SEC hides AIG bailout documents until 2018
posted at 12:15 pm on January 13, 2010 by Ed Morrissey
The Securities and Exchange Commission exists to enforce trading laws and ensure as much transparency as possible on Wall Street. The bailout of AIG made American taxpayers the majority stockholder in the insurance giant, with hundreds of billions of dollars flowing from Treasury to AIG, and then to … whom? Thanks to a strange decision by the SEC, we won’t know the details for another eight years:
It could take until November 2018 to get the full story behind the U.S. bailout of insurance giant American International Group (AIG.N) because of an action taken last year by the Securities and Exchange Commission.
In May, the SEC approved a request by AIG to keep secret an exhibit to a year-old regulatory filing that includes some of the details on the most controversial aspect of the AIG bailout: the funneling of tens of billions of dollars to big banks like Societe Generale, Goldman Sachs (GS.N), Deutsche Bank (DBKGn.DE) and Merrill Lynch.
The SEC’s Division of Corporation Finance, in granting AIG’s request for confidential treatment, said the “excluded information” will not be made public until Nov. 25, 2018, according to a copy of the agency’s May 22 order.
The SEC said the insurer had demonstrated the information in the exhibit, called Schedule A, “qualifies as confidential commercial or financial information.”

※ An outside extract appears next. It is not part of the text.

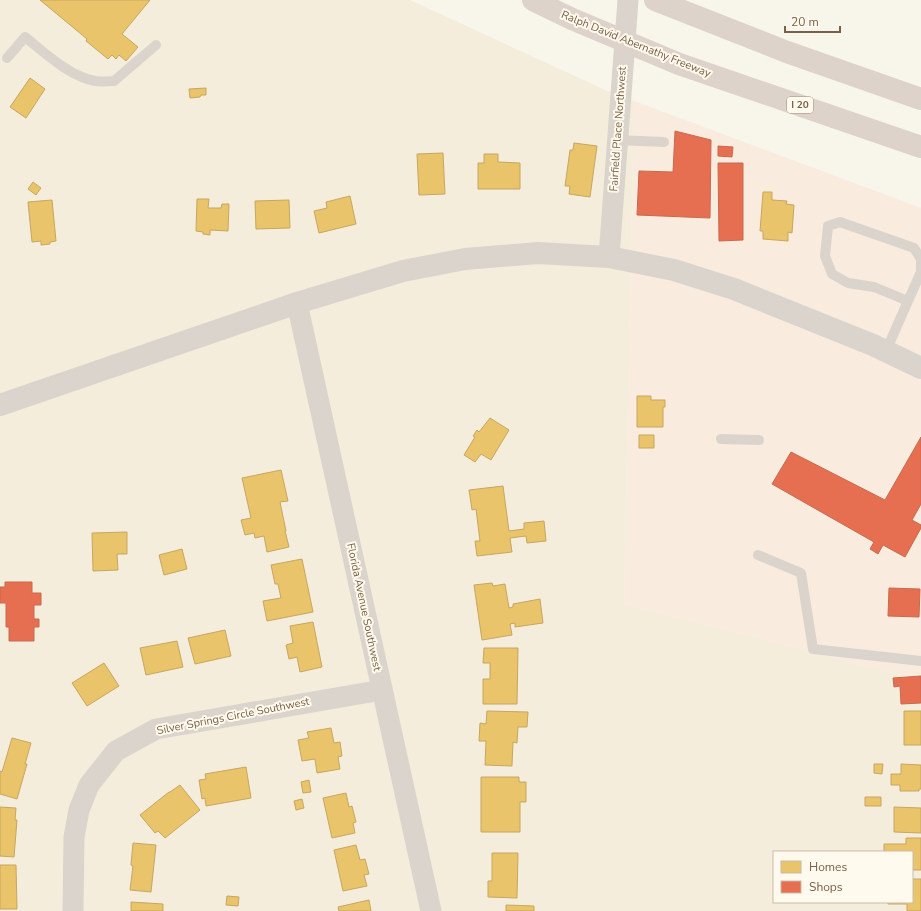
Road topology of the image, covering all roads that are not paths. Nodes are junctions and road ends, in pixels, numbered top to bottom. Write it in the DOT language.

This follows on last week’s revelation by Bloomberg that current Treasury Secretary Tim Geithner, at the time the chair of the New York Fed, instructed AIG to keep that information from the SEC itself:
The Federal Reserve Bank of New York, then led by Timothy Geithner, told American International Group Inc. to withhold details from the public about the bailed-out insurer’s payments to banks during the depths of the financial crisis, e-mails between the company and its regulator show.
AIG said in a draft of a regulatory filing that the insurer paid banks, which included Goldman Sachs Group Inc. and Societe Generale SA, 100 cents on the dollar for credit-default swaps they bought from the firm. The New York Fed crossed out the reference, according to the e-mails, and AIG excluded the language when the filing was made public on Dec. 24, 2008. The e-mails were obtained by Representative Darrell Issa, ranking member of the House Oversight and Government Reform Committee.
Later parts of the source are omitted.